Гармонизация результатов определения концентрации Лп(а) на современном этапе
К сожалению, в настоящее время становится очевидным, что ни один эталонный материал, будь то первичный (очищенный препарат Лп(а)) или вторичный (пулированная сыворотка), не сможет позволить стандартизировать методы измерения Лп(а). В настоящее время речь может идти только о гармонизации результатов количественного определения концентрации Лп(а) [37], которая, в отличие от стандартизации, предполагает уменьшение разброса до приемлемого уровня результатов измерений, полученных с использованием различных аналитических систем. Согласно описанным выше проблемам, можно выделить несколько направлений процесса гармонизации.
Чувствительность метода измерения
к изоформам апо(а)
Присутствие у подавляющего большинства людей двух изоформ апо(а), различающихся по размеру, с большим и меньшим количеством повторов, делает вопрос о чувствительности метода к изоформам в большей степени академическим, ввиду существующей вариабельности концентрации Лп(а), не зависящей от изоформы [38] и значимых расово-этнических различиях в уровне Лп(а) [39]. Кроме того, недавно была описана мутация SNP, обусловливающая низкий уровень Лп(а) при наличии низкомолекулярной изоформы апо(а) [40].
К тому же в настоящее время нет широкодоступных коммерческих тест-систем, в которых используются антитела с доказанной специфичностью к уникальной и только один раз встречающейся антигенной детерминанте в молекуле апо(а). Наличие высокой гомологии даже между неповторяющимися типами крингла КМ, такими как КМ1 или КМ3-10 [41], значительно усложняет получение таких антител.

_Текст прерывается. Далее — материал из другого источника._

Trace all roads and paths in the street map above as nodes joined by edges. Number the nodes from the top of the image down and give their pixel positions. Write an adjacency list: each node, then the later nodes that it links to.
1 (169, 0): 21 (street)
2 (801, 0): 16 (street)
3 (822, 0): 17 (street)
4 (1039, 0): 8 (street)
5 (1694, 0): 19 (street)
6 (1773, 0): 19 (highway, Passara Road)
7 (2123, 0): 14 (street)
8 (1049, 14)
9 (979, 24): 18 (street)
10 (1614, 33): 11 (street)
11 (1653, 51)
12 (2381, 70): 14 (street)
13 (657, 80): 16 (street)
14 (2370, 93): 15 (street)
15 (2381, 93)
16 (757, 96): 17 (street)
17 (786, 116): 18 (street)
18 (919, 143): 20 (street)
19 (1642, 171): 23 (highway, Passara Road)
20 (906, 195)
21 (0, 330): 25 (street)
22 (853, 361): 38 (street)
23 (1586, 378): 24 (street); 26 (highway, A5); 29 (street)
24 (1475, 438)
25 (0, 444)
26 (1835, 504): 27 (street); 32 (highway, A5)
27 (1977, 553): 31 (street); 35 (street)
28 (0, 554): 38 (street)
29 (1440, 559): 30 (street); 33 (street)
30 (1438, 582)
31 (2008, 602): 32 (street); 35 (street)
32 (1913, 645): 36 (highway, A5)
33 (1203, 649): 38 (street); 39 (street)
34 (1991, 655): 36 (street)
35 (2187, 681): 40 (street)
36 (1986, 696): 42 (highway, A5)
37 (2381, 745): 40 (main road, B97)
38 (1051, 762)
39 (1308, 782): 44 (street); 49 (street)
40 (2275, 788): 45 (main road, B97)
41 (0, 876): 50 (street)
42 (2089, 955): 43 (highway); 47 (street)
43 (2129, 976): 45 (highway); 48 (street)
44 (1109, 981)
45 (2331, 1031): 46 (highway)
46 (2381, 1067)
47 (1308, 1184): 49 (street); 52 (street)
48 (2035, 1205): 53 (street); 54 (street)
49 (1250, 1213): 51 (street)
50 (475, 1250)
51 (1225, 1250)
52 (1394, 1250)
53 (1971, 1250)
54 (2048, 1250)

Учитывая обратную взаимосвязь между концентрацией Лп(а) и размером изоформы апо(а), несмотря на то, что относительная ошибка может составить до 35% у носителей высокомолекулярных изоформ, ввиду низкого абсолютного значения концентрации, это приводит к абсолютному смещению концентрации Лп(а) на несколько мг/дл. Относительное смещение для большинства
носителей низкомолекулярных изоформ составляет около 10%, что также соответствует лишь незначительному смещению измеренных значений абсолютной концентрации Лп(а) [42].
Несколько опубликованных крупных метаана-лизов связи уровня Лп(а) с развитием ИБС и ее осложнений не показали достоверных отличий по относительному риску, полученных в исследованиях с использованием методов, чувствительных и нечувствительных к размерам изоформ апо(а) [43].

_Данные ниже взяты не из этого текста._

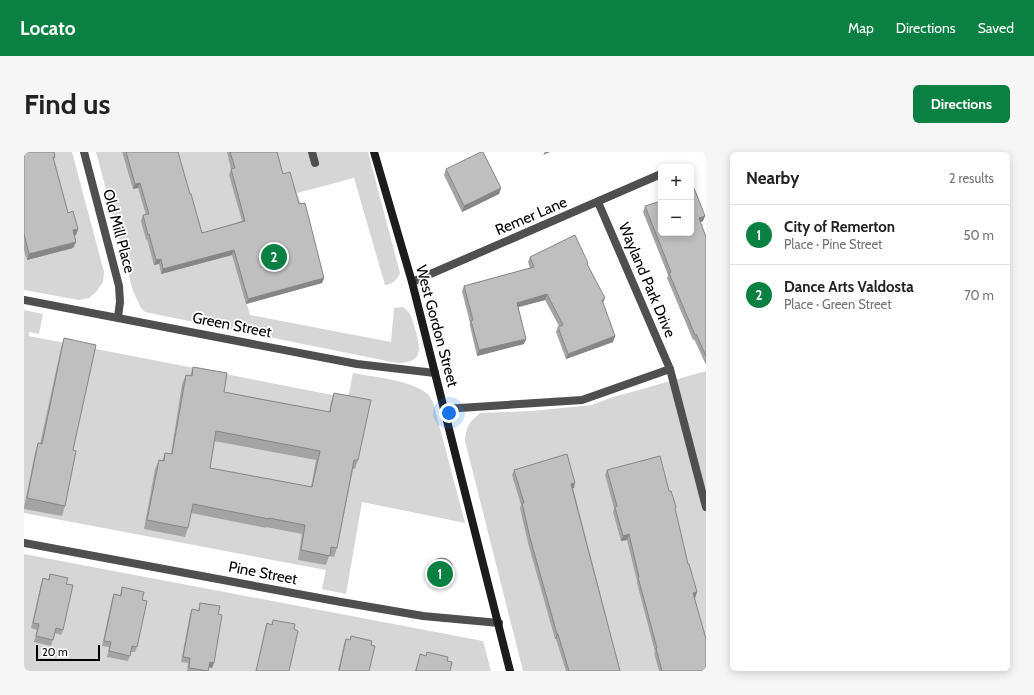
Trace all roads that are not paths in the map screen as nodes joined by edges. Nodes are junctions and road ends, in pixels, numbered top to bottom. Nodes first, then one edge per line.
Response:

Таким образом, в терминах первичной оценки уровня Лп(а) у пациента - анализ может быть выполнен с использованием метода как чувствительного, так и нечувствительного к изоформам апо(а). И только в случае получения результатов, находящихся в пограничной зоне, близкой к уровню оценки риска, связанного с концентрацией Лп(а), можно рекомендовать повторное измерение с использованием метода, нечувствительного к изоформам.

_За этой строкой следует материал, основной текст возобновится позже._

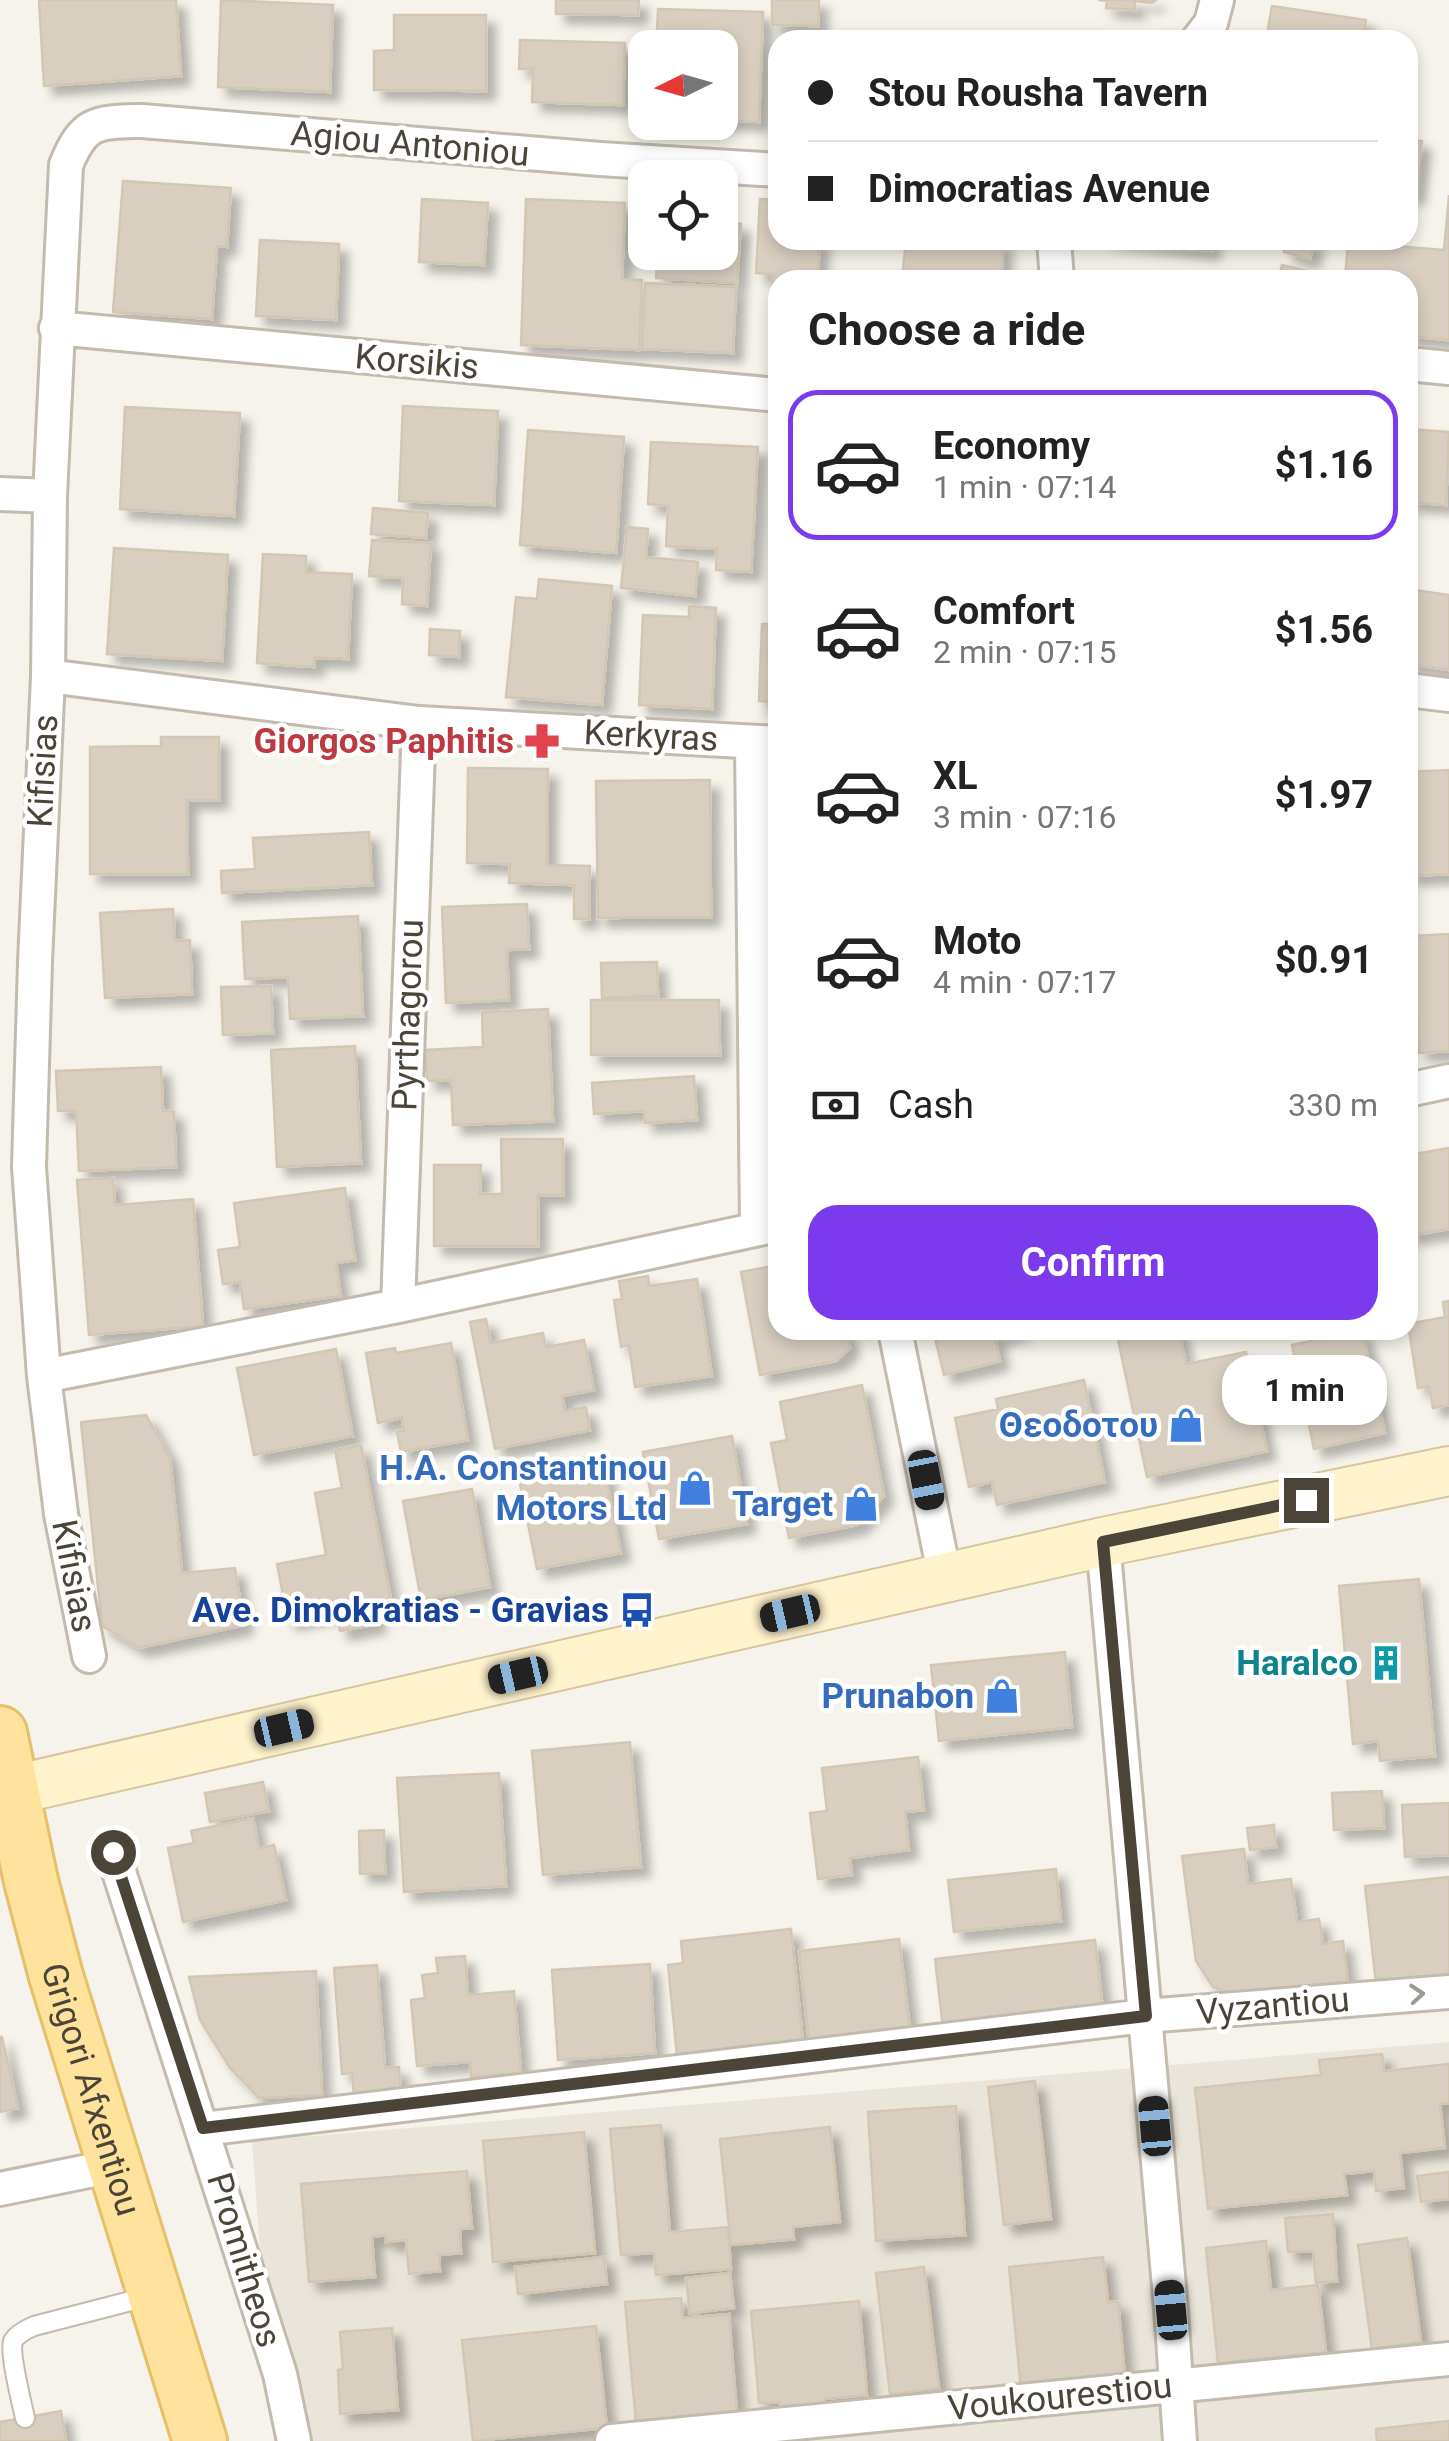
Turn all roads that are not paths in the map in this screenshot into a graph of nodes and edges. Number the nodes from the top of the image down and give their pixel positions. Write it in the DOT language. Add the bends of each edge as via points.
graph roads {
  1 [pos="1217,0"];
  2 [pos="1206,30"];
  3 [pos="66,166"];
  4 [pos="768,169"];
  5 [pos="56,328"];
  6 [pos="1418,365"];
  7 [pos="1449,368"];
  8 [pos="768,395"];
  9 [pos="0,494"];
  10 [pos="50,496"];
  11 [pos="48,676"];
  12 [pos="1418,691"];
  13 [pos="1449,695"];
  14 [pos="419,723"];
  15 [pos="765,742"];
  16 [pos="1449,1081"];
  17 [pos="1418,1088"];
  18 [pos="14,1167"];
  19 [pos="767,1227"];
  20 [pos="398,1306"];
  21 [pos="897,1340"];
  22 [pos="44,1376"];
  23 [pos="1449,1471"];
  24 [pos="1103,1542"];
  25 [pos="945,1578"];
  26 [pos="89,1656"];
  27 [pos="0,1734"];
  28 [pos="6,1792"];
  29 [pos="113,1852"];
  30 [pos="1449,1992"];
  31 [pos="1146,2016"];
  32 [pos="203,2128"];
  33 [pos="113,2166"];
  34 [pos="0,2189"];
  35 [pos="156,2295"];
  36 [pos="1449,2360"];
  37 [pos="1175,2385"];
  38 [pos="25,2418"];
  39 [pos="200,2441"];
  40 [pos="294,2441"];
  41 [pos="612,2441"];
  42 [pos="1180,2441"];
  1 -- 2 [label="street"];
  3 -- 4 [label="street, Agiou Antoniou" via="88,128 142,121"];
  3 -- 5 [label="street, Kifisias"];
  5 -- 8 [label="street, Korsikis"];
  5 -- 10 [label="street, Kifisias"];
  6 -- 7 [label="street"];
  9 -- 10 [label="street"];
  10 -- 11 [label="street, Kifisias"];
  11 -- 14 [label="street, Kerkyras"];
  11 -- 18 [label="street, Kifisias" via="35,962"];
  12 -- 13 [label="street"];
  14 -- 15 [label="street, Kerkyras"];
  14 -- 20 [label="street, Pyrthagorou"];
  15 -- 19 [label="street"];
  16 -- 17 [label="street"];
  18 -- 22 [label="street, Kifisias"];
  19 -- 20 [label="street"];
  20 -- 22 [label="street"];
  21 -- 25 [label="street"];
  22 -- 26 [label="street, Kifisias"];
  23 -- 24 [label="main road"];
  24 -- 25 [label="main road"];
  24 -- 31 [label="street"];
  25 -- 28 [label="main road"];
  27 -- 28 [label="main road, Grigori Afxentiou"];
  28 -- 33 [label="main road, Grigori Afxentiou"];
  29 -- 32 [label="street, Promitheos"];
  31 -- 30 [label="street, Vyzantiou, one-way"];
  31 -- 32 [label="street, Vyzantiou"];
  31 -- 37 [label="street"];
  32 -- 40 [label="street, Promitheos" via="280,2374"];
  33 -- 34 [label="street"];
  33 -- 35 [label="main road, Grigori Afxentiou"];
  35 -- 38 [label="lane" via="21,2332 13,2354"];
  35 -- 39 [label="main road, Grigori Afxentiou"];
  36 -- 37 [label="street, Voukourestiou"];
  37 -- 41 [label="street, Voukourestiou"];
  37 -- 42 [label="street"];
}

Наличие двух единиц измерений
в выражении значений концентрации Лп(а)
Другой проблемой, требующей дальнейшего обсуждения и решения, является представление результатов в различных единицах измерений -в виде общей массы частицы Лп(а) в мг/дл, в количестве частиц Лп(а) (строго говоря, в количестве апо(а)) в нмоль/л, или концентрации ХС-Лп(а) (рис. 2). Наличие различных единиц измерения
вносит серьезную путаницу при оценке результатов анализов концентрации Лп(а), полученных в различных лабораториях, и в настоящее время является, на наш взгляд, значительно большей проблемой. Исторически наиболее распространенным выражением концентрации Лп(а) является «мг/дл», что отражает общую массу частиц Лп(а). Ограничением такого подхода может быть то, что переменные количества каждого из компонентов частицы Лп(а) (липидные, углеводные и белковые) могут значимо отличаться у различных пациентов и тем самым - искажать истинное значение концентрации Лп(а). Учитывая высокий полиморфизм, различную степень гликозилиро-вания молекулы апобелка(а), возможную гетерогенность липид-содержащей части Лп(а), можно утверждать, что трудно использовать точный коэффициент или формулу пересчета концентрации Лп(а), выраженной в мг/дл, в концентрацию, выраженную в нмоль/л [44]. Коэффициент пересчета будет существенно различаться в зависимости от молекулярной массы апобелка(а), а также от используемого метода. Усредненный коэффициент пересчета мг/дл в нмоль/л оценивается как 2,4. Однако его использование позволяет получить только приблизительные данные и вносит дополнительный вклад в суммарную вариабельность получаемых результатов [37, 44].
Учитывая широкую вариабельность концентраций Лп(а) у человека (от 0,1 до 400 мг/дл и более), использование двух различных способов
Рисунок 2. Используемые размерности при представлении результатов определения концентрации Лп(а)
Примечания: апо(а) - апобелок(а), апоВ100 - апобелок В100, ТГ - триглицериды, ФЛ - фосфолипиды, ХС - холестерин.
Обзоры
Him
представления результатов приводит к возникновению серьезных ошибок и искажений, например, когда пациент выполняет анализы в процессе обследования или лечения в разных лабораториях, использующих различные методы, или при сборе данных из разных клиник в процессе проведения многоцентровых исследований. Согласно рекомендации рабочей группы по Лп(а), предпочтительно представлять данные в нмоль/л белка апо(а) [1].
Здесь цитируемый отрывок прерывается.